Total cost was around 80 bux



TOOLS
Staple gun
Screw Driver
Scissors
Knife
Tape Measure
Saw
BONG(lemon skunk inside)

brief summary.
first i cut the boards to there sizes.4x-7foot, 4x- 4foot4inch, 6x- 3feet 8inch.
screws together the 2 main sides with cross supports(extra wood) at the bottom corner of each section.took it into room and built it the rest of the way(not rockt science)
then i started from the bottom with the tarps.bottom floor,right panel,back panel covered with first tarp.staple gund in place pretty snug.folded excess tarp and taped down(looks cool)second tarp covered roof,front panel, left side.cut off excess tarp on that side(might of been the other side,lol).
when through and taped all tarp meet tarp sections and added a few more staples.
stuck adhesive zipper into place then reinforced with duct tape,then cut through the middle of zipper(key part there).after zippers were installed i placed 5 foot velcro strip at bottom.(actually didnt do that yet.tomoro.check it OUT!


----------



## BudReaky (Sep 1, 2010)

here she is


----------



## NewbGrower^.^ (Sep 1, 2010)

I like it =]


----------



## BudReaky (Sep 1, 2010)

ah thanks friend (sadaam Voice).im very happy with the results.once my light and filter arrive i will post the final product.


----------



## jrinlv (Sep 1, 2010)

If you used Panda plastic it would be way more light proof and the white side reflects light well for the inside of the tent. Good job though, I like it. It goes to show if you have a bizarre shape or need a custom tent it's very easy to make yourself...JR


----------



## assasinofyouth420 (Sep 1, 2010)

Looks good. I dont see the point in spending $300 on something that can be built by a 10 year old. I recommend you get some type of mylar since it appears to be in your living room. What were the final dimensions and what light are you using? 

This is my DIY tent. Wish I could have built it bigger and I need better ventilation


----------



## BudReaky (Sep 1, 2010)

very clean lookin tent.hell no this bitch is in my tiny ass back room.i have 3 bedroom with just me .go to home depot and get some tarp-zips if your tent isnt sealed.
well i lost my tape measure but its roughly 7' long,3'10"wide,4'6"inch wide.
where is a cheap place to get some mylar?are those camping blankets as good?i have 1 or 2 already.very shiny!


----------



## assasinofyouth420 (Sep 1, 2010)

I picked up mine from the local hydro store. It was a dollar a foot.


----------



## skiweeds (Sep 1, 2010)

BudReaky said:


> very clean lookin tent.hell no this bitch is in my tiny ass back room.i have 3 bedroom with just me .go to home depot and get some tarp-zips if your tent isnt sealed.
> well i lost my tape measure but its roughly 7' long,3'10"wide,4'6"inch wide.
> where is a cheap place to get some mylar?are those camping blankets as good?i have 1 or 2 already.very shiny!

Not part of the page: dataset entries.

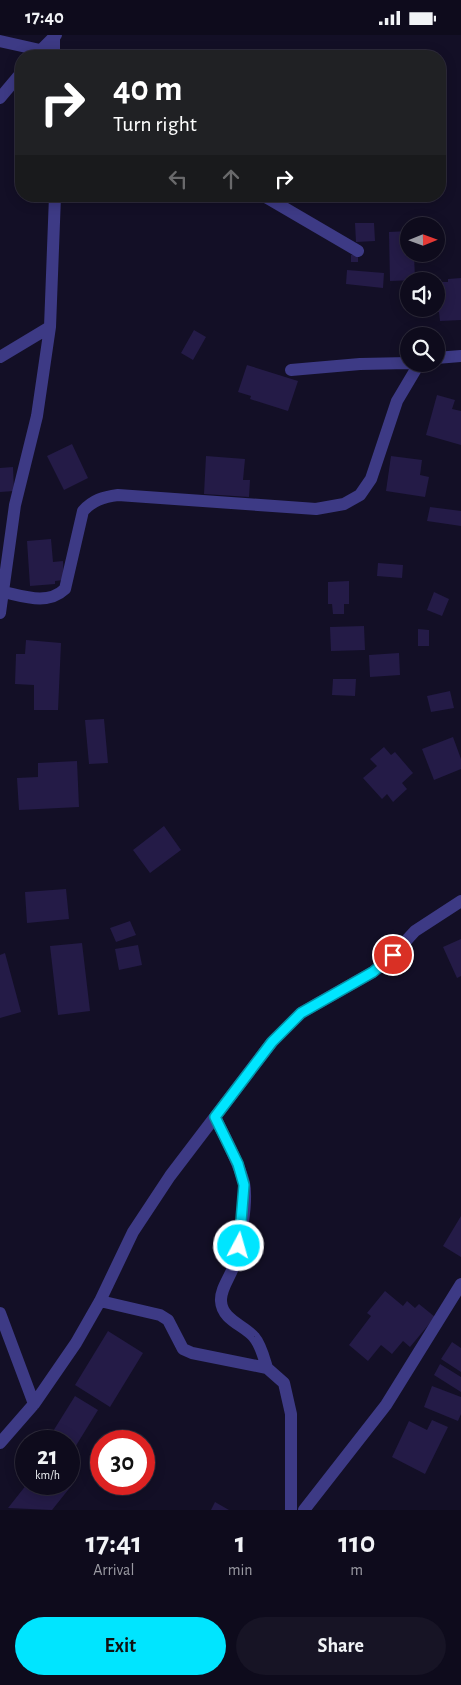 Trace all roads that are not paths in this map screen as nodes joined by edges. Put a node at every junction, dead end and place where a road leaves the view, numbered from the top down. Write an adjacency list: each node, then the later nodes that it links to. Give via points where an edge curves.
1 (55, 37): 4 (street); 5 (street)
2 (0, 41): 3 (street)
3 (28, 50)
4 (41, 50)
5 (54, 50)
6 (15, 80): 7 (street)
7 (0, 98)
8 (55, 202): 11 (street)
9 (274, 202): 10 (street)
10 (358, 251)
11 (50, 327): 13 (street); 18 (street, via 37,416 15,505)
12 (461, 356): 14 (street)
13 (0, 357)
14 (445, 357)
15 (400, 363): 16 (street)
16 (291, 370)
17 (414, 372): 18 (street, via 397,401 371,479 360,495 344,504 316,509 118,495 106,497 89,504 83,511 65,589 48,599)
18 (4, 592): 19 (street)
19 (0, 613)
20 (461, 901): 21 (street, via 415,931 373,972 301,1013 272,1042)
21 (215, 1117): 23 (street, via 133,1232); 25 (street, via 238,1164 244,1185 239,1246 221,1302 233,1322 254,1337)
22 (461, 1284): 29 (street, via 386,1405)
23 (100, 1301): 25 (street, via 160,1315 168,1320 182,1349); 26 (street)
24 (0, 1313): 26 (street)
25 (267, 1368): 28 (street, via 284,1383 291,1414)
26 (34, 1404): 27 (street)
27 (0, 1443)
28 (291, 1510)
29 (304, 1510)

if you have a hydro gardening store in your town they should have mylar. i seen some at a local shop the other day, i cant remember the price but it was real cheap. like under $10 not sure how much you get but it looked like enough. i got mine from http://htgsupply.com but that was before i knew we had local hydro shops. i dont get out much. town is full of narcs and thieves.


----------



## dbkick (Sep 1, 2010)

pretty much defeats the purpose if light pentrates it doesn't it?


----------



## BudReaky (Sep 1, 2010)

its air tight,odor proof,large.like i said i started this damn thing yesterday.reflective wall coverings to come.(someones gotta be negative nancy)
ive never been in any hydro shop,when i go to the nursery to get FF the dude is a dick and asks questions.so i pretty much stick to online ordering even tho im in a major city with plenty hydroshops.

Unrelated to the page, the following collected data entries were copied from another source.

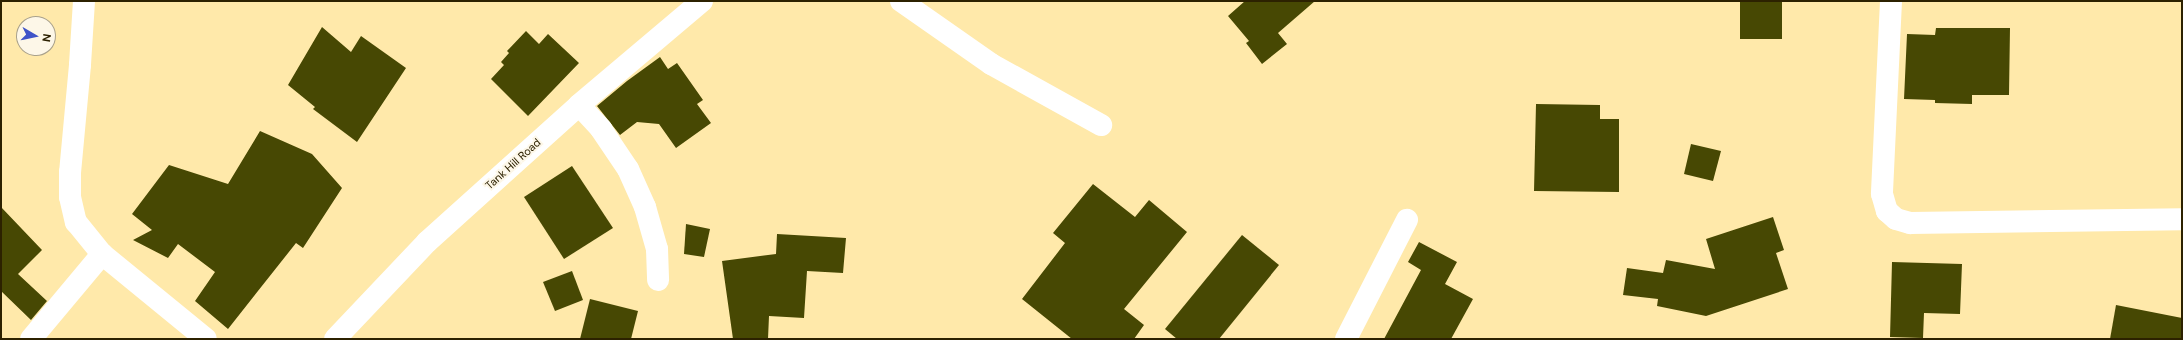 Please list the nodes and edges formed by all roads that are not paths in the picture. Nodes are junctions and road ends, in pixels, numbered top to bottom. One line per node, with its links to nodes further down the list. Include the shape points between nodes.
1 (84, 1): 9 (street, via 70,197 76,222)
2 (702, 1): 5 (street, Tank Hill Road)
3 (901, 1): 6 (street, via 991,64)
4 (1891, 1): 7 (street, via 1882,194 1887,211 1896,219 1910,223)
5 (579, 105): 10 (street, via 601,129 628,169 645,207 658,249); 13 (street, Tank Hill Road, via 427,242)
6 (1101, 125)
7 (2182, 219)
8 (1407, 220): 14 (street)
9 (102, 254): 11 (street); 12 (street)
10 (658, 280)
11 (31, 339)
12 (206, 339)
13 (335, 339)
14 (1346, 339) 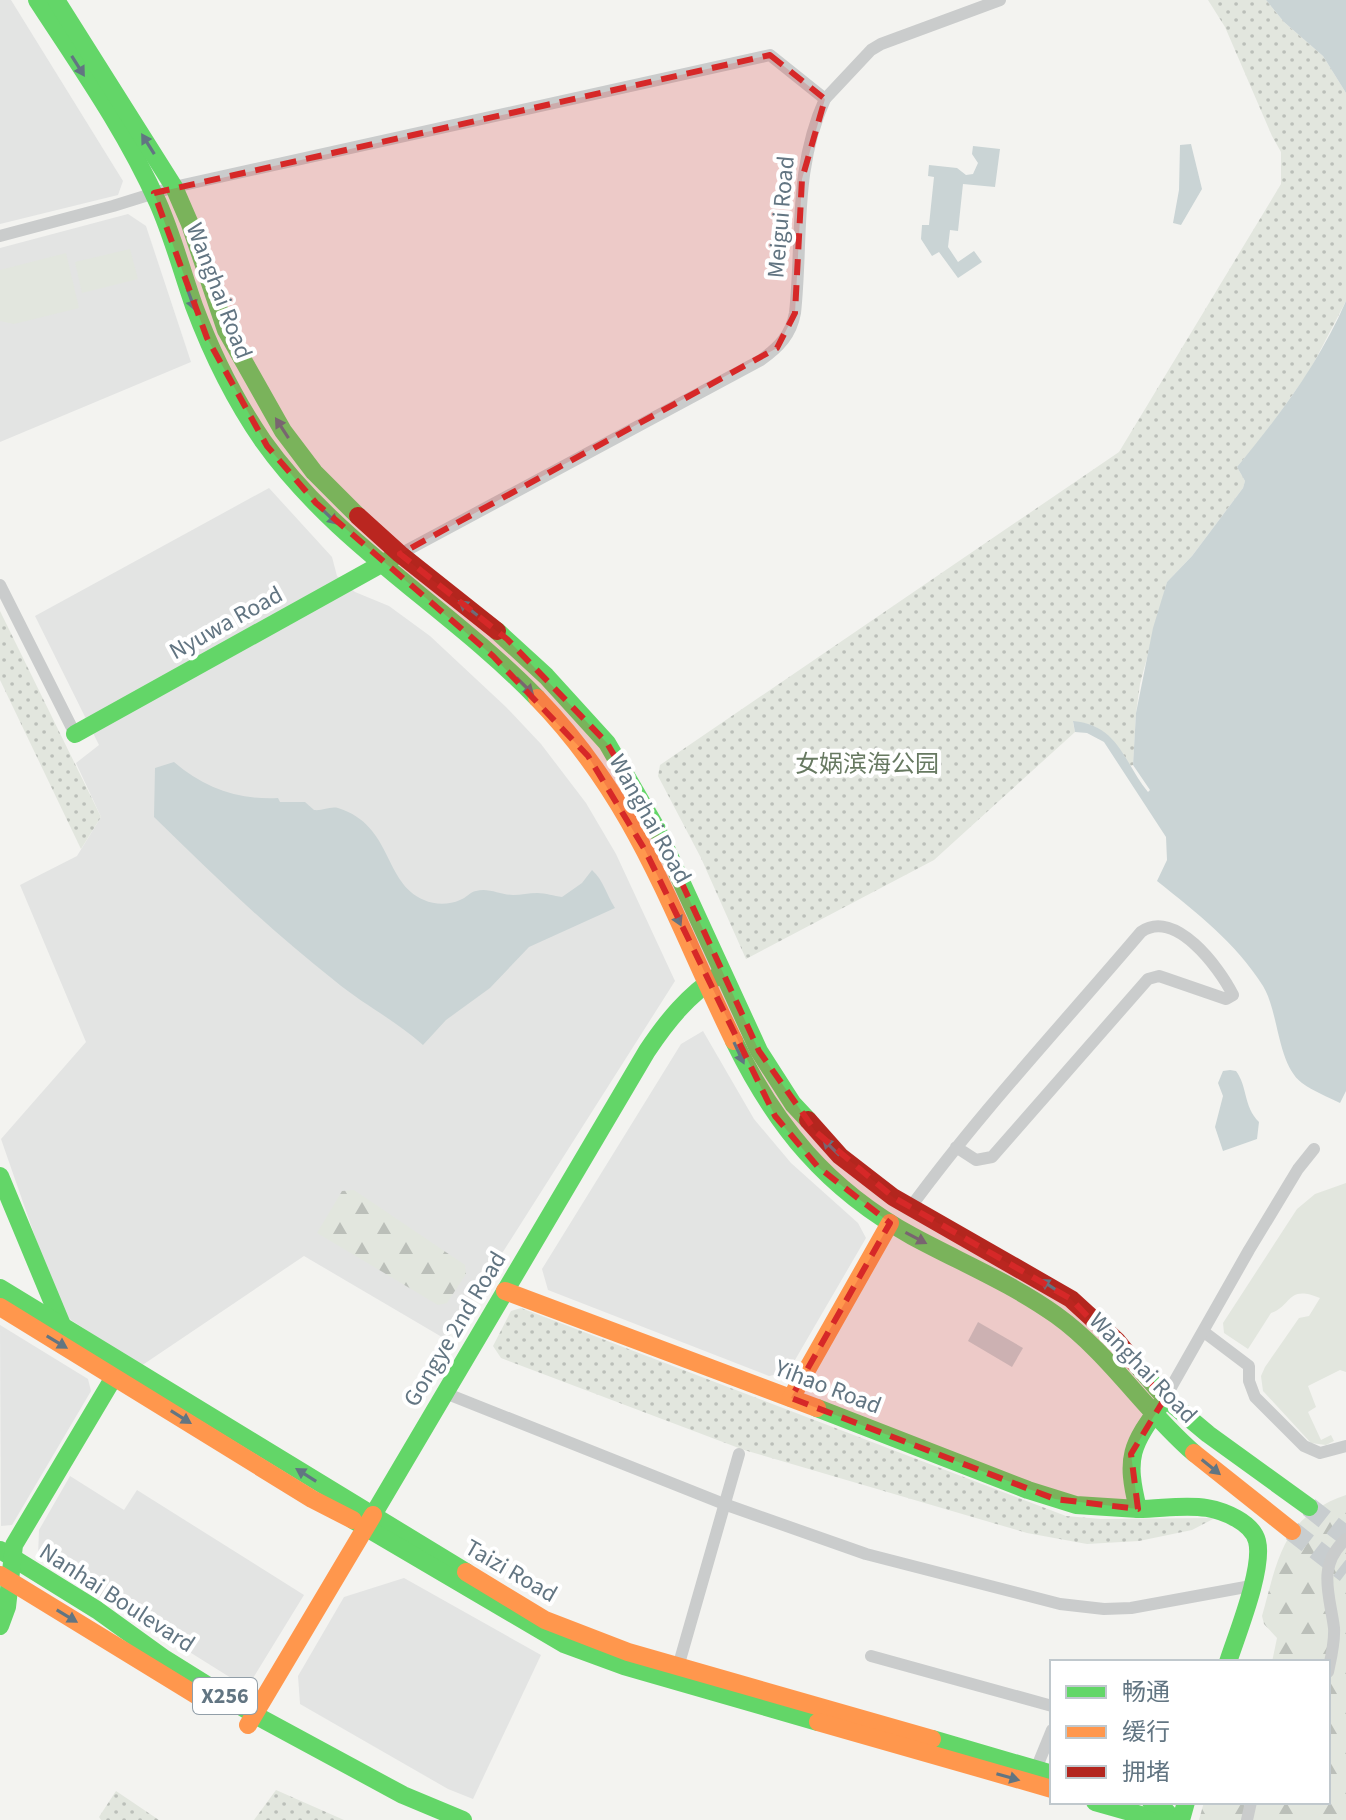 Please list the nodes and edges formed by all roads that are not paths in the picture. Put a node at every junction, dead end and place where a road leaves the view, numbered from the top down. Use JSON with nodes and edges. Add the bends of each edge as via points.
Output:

and considering it cost me about 80 bux compared to a 300 tent of that size.not alot of tents designed with 2x400w in mind.


----------



## BudReaky (Sep 1, 2010)

im probably gonna end up goin with car windshield reflectors as wall coverings.used them in old flower box(current veg box)there about 2$ a peice and i would probably need about 10 of them.


----------



## NewbGrower^.^ (Sep 1, 2010)

BudReaky said:


> ah thanks friend (sadaam Voice).im very happy with the results.once my light and filter arrive i will post the final product.


Haha Stuffs too funny I would have built my tents but I am waay too lazy =[ So sad

Cant wait to see everything hooked up in action!


----------



## BudReaky (Sep 1, 2010)

waitin on dchydro.coms slow ass!well its been since saturday so yeah im impatient.


----------



## jrinlv (Sep 3, 2010)

I got my Secret Jarden 4x4x7 tent for 180 bucks to my door, i don't know where you keep getting 300 dollars. like i said I like your idea.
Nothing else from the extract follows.